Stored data
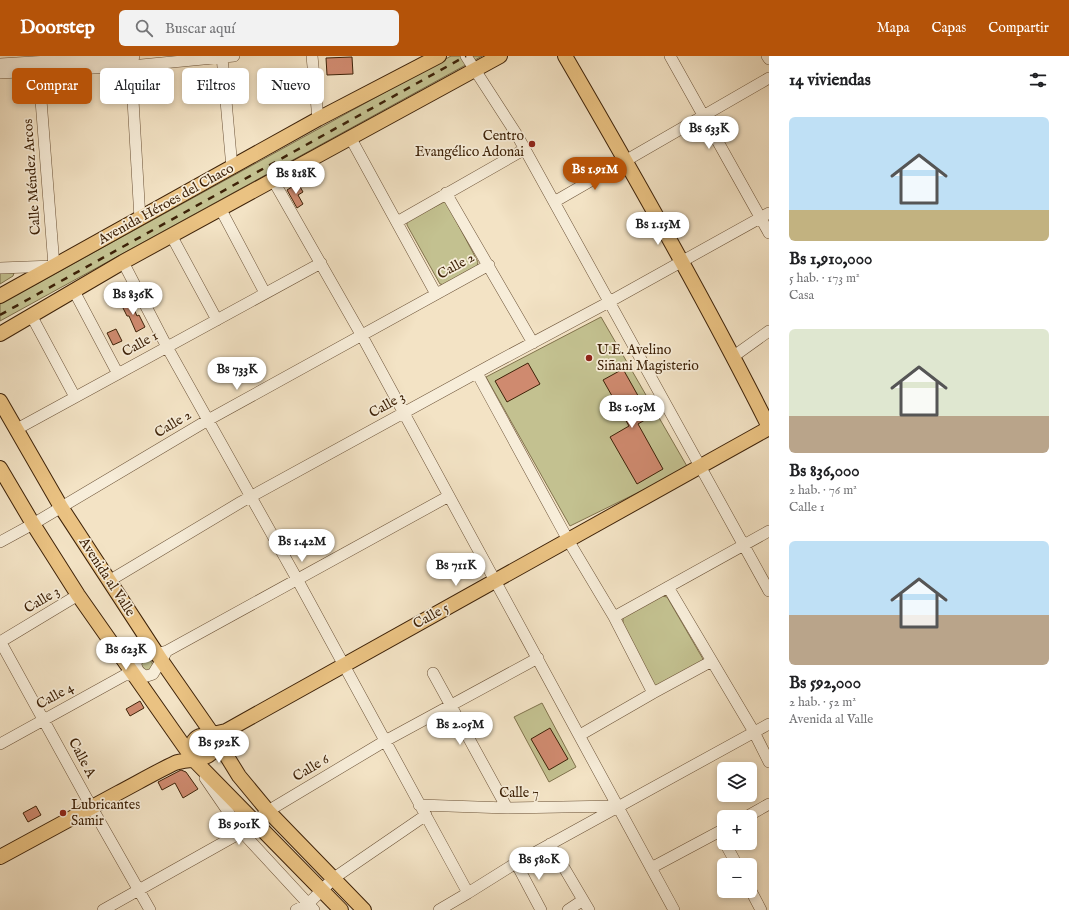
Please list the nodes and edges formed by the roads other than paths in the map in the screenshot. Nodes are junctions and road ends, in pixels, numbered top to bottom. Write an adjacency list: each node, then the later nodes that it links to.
1 (222, 56): 2 (street); 10 (street); 22 (street)
2 (234, 56)
3 (312, 56): 18 (street)
4 (438, 56): 18 (main road, Avenida Héroes del Chaco)
5 (466, 56): 14 (street)
6 (500, 56): 14 (main road)
7 (565, 56): 21 (main road)
8 (670, 56): 17 (street)
9 (767, 56): 11 (street)
10 (132, 59): 13 (street); 28 (street)
11 (769, 59)
12 (0, 64): 13 (street)
13 (39, 66): 15 (street); 36 (street, Calle Méndez Arcos)
14 (475, 70): 19 (main road); 20 (street)
15 (0, 73)
16 (769, 78): 17 (street)
17 (704, 116): 21 (street); 27 (street)
18 (318, 120): 22 (main road, Avenida Héroes del Chaco)
19 (350, 137): 23 (main road); 29 (street)
20 (524, 149): 24 (street); 25 (street)
21 (624, 161): 25 (street); 33 (main road)
22 (232, 168): 28 (main road, Avenida Héroes del Chaco)
23 (273, 180): 26 (main road); 34 (street)
24 (446, 193): 29 (street); 35 (street)
25 (554, 202): 42 (street)
26 (220, 208): 31 (main road); 39 (street)
27 (765, 215): 30 (street); 33 (street, Calle 3)
28 (140, 219): 36 (main road, Avenida Héroes del Chaco)
29 (397, 222): 40 (street)
30 (769, 232)
31 (171, 235): 32 (main road); 44 (street)
32 (123, 262): 38 (main road); 49 (street)
33 (682, 262): 42 (street, Calle 3); 50 (main road)
34 (321, 263): 39 (street, Calle 1); 47 (street)
35 (489, 265): 40 (street, Calle 2); 48 (street)
36 (54, 266): 37 (street); 41 (main road, Avenida Héroes del Chaco)
37 (0, 268)
38 (74, 291): 43 (main road); 52 (street)
39 (265, 293): 44 (street, Calle 1)
40 (436, 294): 47 (street, Calle 2)
41 (0, 296)
42 (609, 302): 48 (street, Calle 3); 59 (street)
43 (31, 315): 46 (main road); 53 (street)
44 (216, 320): 49 (street, Calle 1)
45 (769, 331): 50 (street)
46 (0, 334)
47 (362, 336): 55 (street); 56 (street, Calle 2)
48 (533, 343): 51 (street, Calle 3)
49 (167, 347): 52 (street, Calle 1); 56 (street)
50 (734, 356): 57 (main road)
51 (477, 373): 55 (street, Calle 3); 66 (street)
52 (118, 374): 53 (street, Calle 1)
53 (75, 397): 58 (street, Calle 1)
54 (0, 400): 58 (main road, Avenida al Valle)
55 (404, 413): 61 (street); 62 (street, Calle 3)
56 (208, 420): 62 (street); 63 (street, Calle 2)
57 (769, 427): 59 (main road, Calle 5)
58 (17, 429): 63 (main road, Avenida al Valle)
59 (701, 467): 66 (main road, Calle 5); 68 (street)
60 (0, 468): 64 (main road, Avenida al Valle)
61 (449, 496): 69 (street); 70 (street)
62 (251, 497): 69 (street); 71 (street, Calle 3)
63 (61, 507): 64 (street, Calle 2); 71 (main road, Avenida al Valle)
64 (33, 524): 67 (street, Calle 2); 74 (main road, Avenida al Valle)
65 (769, 531): 68 (street)
66 (568, 540): 70 (main road, Calle 5); 75 (street)
67 (0, 542)
68 (743, 546): 72 (street); 73 (street)
69 (297, 579): 77 (street); 80 (street)
70 (495, 580): 78 (street); 80 (main road, Calle 5)
71 (109, 581): 77 (main road, Avenida al Valle)
72 (668, 587): 75 (street); 79 (street)
73 (769, 591)
74 (78, 595): 76 (street, Calle 3); 82 (main road, Avenida al Valle)
75 (614, 617): 83 (street)
76 (0, 641): 85 (street, Calle A)
77 (159, 657): 82 (street); 82 (street, Calle 4); 91 (main road, Avenida al Valle)
78 (538, 658): 84 (street, Calle 6); 88 (street)
79 (712, 661): 83 (street); 87 (street)
80 (343, 665): 89 (street); 91 (main road, Calle 5)
81 (434, 673): 84 (street)
82 (133, 674): 85 (street, Calle 4); 91 (main road, Avenida al Valle)
83 (653, 693): 88 (street)
84 (451, 705): 89 (street, Calle 6); 97 (street)
85 (44, 719): 90 (street, Calle 4); 96 (street, Calle A)
86 (769, 724): 87 (street)
87 (754, 732): 92 (street); 95 (street)
88 (580, 735): 95 (street)
89 (385, 741): 93 (street); 98 (street, Calle 6)
90 (0, 744)
91 (205, 744): 96 (main road); 98 (main road, Avenida al Valle); 101 (main road, Avenida al Valle); 102 (street)
92 (769, 762)
93 (419, 804): 97 (street, Calle 7); 100 (street)
94 (769, 804): 99 (street)
95 (618, 806): 97 (street, Calle 7); 104 (street); 107 (street)
96 (92, 808): 105 (main road); 109 (street, Calle A)
97 (506, 808)
98 (268, 811): 101 (street, Calle 6); 108 (main road, Avenida al Valle)
99 (757, 811)
100 (426, 815): 108 (street); 111 (street)
101 (256, 822): 102 (street, Calle 6); 110 (main road, Avenida al Valle)
102 (242, 832): 109 (street, Calle 6); 114 (street)
103 (717, 839): 107 (street)
104 (550, 844): 106 (street); 113 (street)
105 (0, 857)
106 (516, 863): 111 (street); 121 (street)
107 (651, 868): 123 (street)
108 (334, 878): 110 (street); 119 (main road, Avenida al Valle)
109 (139, 890): 115 (street, Calle 6); 116 (street, Calle A)
110 (322, 890): 114 (street); 118 (main road, Avenida al Valle)
111 (468, 893): 120 (street)
112 (755, 898): 124 (street)
113 (586, 905): 122 (street)
114 (311, 907): 117 (street)
115 (103, 910)
116 (150, 910)
117 (296, 910)
118 (341, 910)
119 (364, 910)
120 (439, 910)
121 (541, 910)
122 (568, 910)
123 (674, 910)
124 (761, 910)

**WORK TASK:**
Among the lines above, which hold the word "Chaco"? Report each one.

**SOLVED EXERCISE:**
4 (438, 56): 18 (main road, Avenida Héroes del Chaco)
18 (318, 120): 22 (main road, Avenida Héroes del Chaco)
22 (232, 168): 28 (main road, Avenida Héroes del Chaco)
28 (140, 219): 36 (main road, Avenida Héroes del Chaco)
36 (54, 266): 37 (street); 41 (main road, Avenida Héroes del Chaco)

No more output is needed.